Gardot follows the teachings of Buddhism, is a macrobiotic cook and humanitarian who often speaks about the benefits of music therapy.

Early life

Born on February 2, 1985, in New Jersey, Melody Gardot was brought up largely by her grandparents. Her mother, a photographer, worked and traveled widely. They moved around New Jersey often and as a consequence had very few possessions, often living out of suitcases.


Before her accident Gardot was studying fashion at the Community College of Philadelphia.


Gardot was cycling in Philadelphia in November 2003 when she was hit by a car that ignored a red traffic light. In the accident she suffered serious head injuries. Her pelvis was shattered in two places and spinal injuries meant she was in hospital for a year. She had to re-learn how to do simple things such as brushing her teeth and walking and to this day she needs a cane to walk and, when performing, she sits on a special chair (or stands). Besides that, she also became sensitive to both light and sound and has to wear dark glasses. The accident also resulted in both long and short term memory problems and difficulty with her sense of time. Gardot has described coping with this as like ‘climbing Mount Everest every day’ as she often wakes with no memory of what she has to do that day.

Music for therapy

After her accident Gardot began writing music and since then often speaks and advocates in favour of using music for therapy. The accident had damaged the neural pathways between the brain’s two cortexes which control perception and higher mental function and made Gardot (in her own words) “a bit of a vegetable.” As well as making it very hard for her to speak or communicate properly, she found it difficult to recall the right words to express her feelings. Music involving listening and making a verbal attempt to sing or hum is thought to help the brain form new pathways. At first, Gardot learned to hum and was eventually able to sing into a tape recorder. She made good progress and was eventually able to write original songs that sometimes talked about her rehabilitation.

Other therapy

For several years after the accident Gardot traveled with a physiotherapist and carried a TENS machine strapped to her waist which released pain reducing impulses. She was introduced to macrobiotics by a friend who loaned her a book on its benefits and she began to experiment and cook for several hours a day. As well as reducing her pain levels, she feels that macrobiotics helped her mental ability to cope with pain and helping her relax as the routine of cooking helped take her mind off her physical condition and she found she was able to sleep more easily.

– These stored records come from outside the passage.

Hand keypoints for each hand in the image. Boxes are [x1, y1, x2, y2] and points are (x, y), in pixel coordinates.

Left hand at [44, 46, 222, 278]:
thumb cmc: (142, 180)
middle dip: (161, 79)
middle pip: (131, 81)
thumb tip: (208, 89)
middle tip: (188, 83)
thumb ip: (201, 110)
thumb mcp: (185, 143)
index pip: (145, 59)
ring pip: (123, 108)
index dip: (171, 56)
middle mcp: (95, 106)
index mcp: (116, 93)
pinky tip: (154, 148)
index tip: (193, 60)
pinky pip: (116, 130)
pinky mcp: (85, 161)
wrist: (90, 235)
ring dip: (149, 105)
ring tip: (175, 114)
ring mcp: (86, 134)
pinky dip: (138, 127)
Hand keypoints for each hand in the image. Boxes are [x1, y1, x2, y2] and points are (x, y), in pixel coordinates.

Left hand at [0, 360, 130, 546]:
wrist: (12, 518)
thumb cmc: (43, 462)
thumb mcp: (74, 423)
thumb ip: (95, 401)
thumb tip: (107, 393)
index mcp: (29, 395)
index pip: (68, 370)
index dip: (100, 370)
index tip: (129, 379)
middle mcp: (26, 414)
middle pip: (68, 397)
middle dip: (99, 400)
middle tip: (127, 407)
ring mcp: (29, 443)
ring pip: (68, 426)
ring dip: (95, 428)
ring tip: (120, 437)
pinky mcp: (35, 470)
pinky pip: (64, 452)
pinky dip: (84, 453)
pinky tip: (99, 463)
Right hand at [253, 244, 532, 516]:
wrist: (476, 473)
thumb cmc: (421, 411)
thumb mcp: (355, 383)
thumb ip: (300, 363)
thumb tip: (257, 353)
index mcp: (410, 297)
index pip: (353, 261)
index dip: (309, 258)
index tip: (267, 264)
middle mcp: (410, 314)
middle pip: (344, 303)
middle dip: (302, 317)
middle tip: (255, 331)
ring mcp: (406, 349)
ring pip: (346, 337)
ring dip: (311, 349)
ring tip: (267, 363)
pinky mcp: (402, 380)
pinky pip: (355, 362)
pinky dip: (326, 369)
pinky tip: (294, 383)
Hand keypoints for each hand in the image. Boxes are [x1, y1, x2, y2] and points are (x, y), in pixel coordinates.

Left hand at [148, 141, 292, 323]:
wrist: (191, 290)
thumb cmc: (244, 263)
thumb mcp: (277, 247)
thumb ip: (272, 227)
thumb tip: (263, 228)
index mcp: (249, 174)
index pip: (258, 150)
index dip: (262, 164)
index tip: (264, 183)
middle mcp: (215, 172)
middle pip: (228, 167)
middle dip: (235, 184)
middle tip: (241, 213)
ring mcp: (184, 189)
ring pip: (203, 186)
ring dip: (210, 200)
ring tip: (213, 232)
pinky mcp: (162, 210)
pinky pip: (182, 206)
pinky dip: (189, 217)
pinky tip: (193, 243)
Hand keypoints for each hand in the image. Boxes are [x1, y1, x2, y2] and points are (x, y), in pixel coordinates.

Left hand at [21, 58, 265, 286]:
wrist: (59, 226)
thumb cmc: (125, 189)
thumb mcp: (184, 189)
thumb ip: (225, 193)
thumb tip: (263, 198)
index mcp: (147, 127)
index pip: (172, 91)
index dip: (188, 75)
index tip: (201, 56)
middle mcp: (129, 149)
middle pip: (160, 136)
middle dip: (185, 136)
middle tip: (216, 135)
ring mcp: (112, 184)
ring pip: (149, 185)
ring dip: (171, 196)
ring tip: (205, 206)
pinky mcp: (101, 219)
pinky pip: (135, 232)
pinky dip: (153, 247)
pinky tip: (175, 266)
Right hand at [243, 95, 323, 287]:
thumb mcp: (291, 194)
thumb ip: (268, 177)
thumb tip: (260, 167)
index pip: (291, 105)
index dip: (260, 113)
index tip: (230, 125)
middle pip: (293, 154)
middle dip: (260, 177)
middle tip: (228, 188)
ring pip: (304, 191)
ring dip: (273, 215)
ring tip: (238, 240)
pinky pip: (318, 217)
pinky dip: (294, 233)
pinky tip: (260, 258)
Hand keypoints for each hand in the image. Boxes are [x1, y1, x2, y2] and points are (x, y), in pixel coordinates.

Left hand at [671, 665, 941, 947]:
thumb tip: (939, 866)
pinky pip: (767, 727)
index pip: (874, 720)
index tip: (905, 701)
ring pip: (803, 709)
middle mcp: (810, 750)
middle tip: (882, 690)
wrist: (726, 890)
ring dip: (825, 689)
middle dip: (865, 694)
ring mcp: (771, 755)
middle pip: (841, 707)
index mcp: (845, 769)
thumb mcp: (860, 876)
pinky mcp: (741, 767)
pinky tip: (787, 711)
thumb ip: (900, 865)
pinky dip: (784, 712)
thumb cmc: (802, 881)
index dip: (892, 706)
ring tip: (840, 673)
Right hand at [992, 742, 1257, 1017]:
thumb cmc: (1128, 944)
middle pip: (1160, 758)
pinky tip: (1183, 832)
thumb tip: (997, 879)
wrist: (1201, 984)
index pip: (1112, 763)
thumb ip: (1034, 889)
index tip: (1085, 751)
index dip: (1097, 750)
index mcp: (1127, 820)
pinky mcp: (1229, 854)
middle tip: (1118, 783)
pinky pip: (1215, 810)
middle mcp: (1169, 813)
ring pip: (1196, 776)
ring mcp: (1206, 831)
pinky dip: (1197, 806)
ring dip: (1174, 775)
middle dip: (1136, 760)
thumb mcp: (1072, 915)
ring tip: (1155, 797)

Buddhism has been an important factor in Melody Gardot’s recovery and she has described herself as a Siddhartha. She talks openly about her Buddhist beliefs and what she calls ‘the art of suffering’ and has said “to be truly Buddhist is to let everything go, your memory, your expectations”.

Music career

Gardot started music lessons at the age of nine and began playing piano in Philadelphia bars at the age of sixteen on Fridays and Saturdays for four hours a night. She insisted on only playing music she liked, ranging from standards from the Mamas and Papas to Duke Ellington and modern groups such as Radiohead.

During her time in hospital she learned how to play the guitar and began writing songs, which were made available as downloads in iTunes and released in Some Lessons: The Bedroom Sessions in 2005. She began to play these songs at venues in Philadelphia and was spotted by the radio station WXPN, operated by the University of Pennsylvania in Philadelphia, which helped to launch Norah Jones. As well as playing her songs, WXPN encouraged her to assemble a demo which was quickly picked up by Universal Records. Released in 2006 and then re-released by Verve Records in 2008, her first full-length album was entitled Worrisome Heart. After meeting her in New York City in 2008, producer Larry Klein began working with Gardot and they released her second album, My One and Only Thrill, on April 28, 2009. Also in 2009, Gardot released a live EP, Live from SoHo.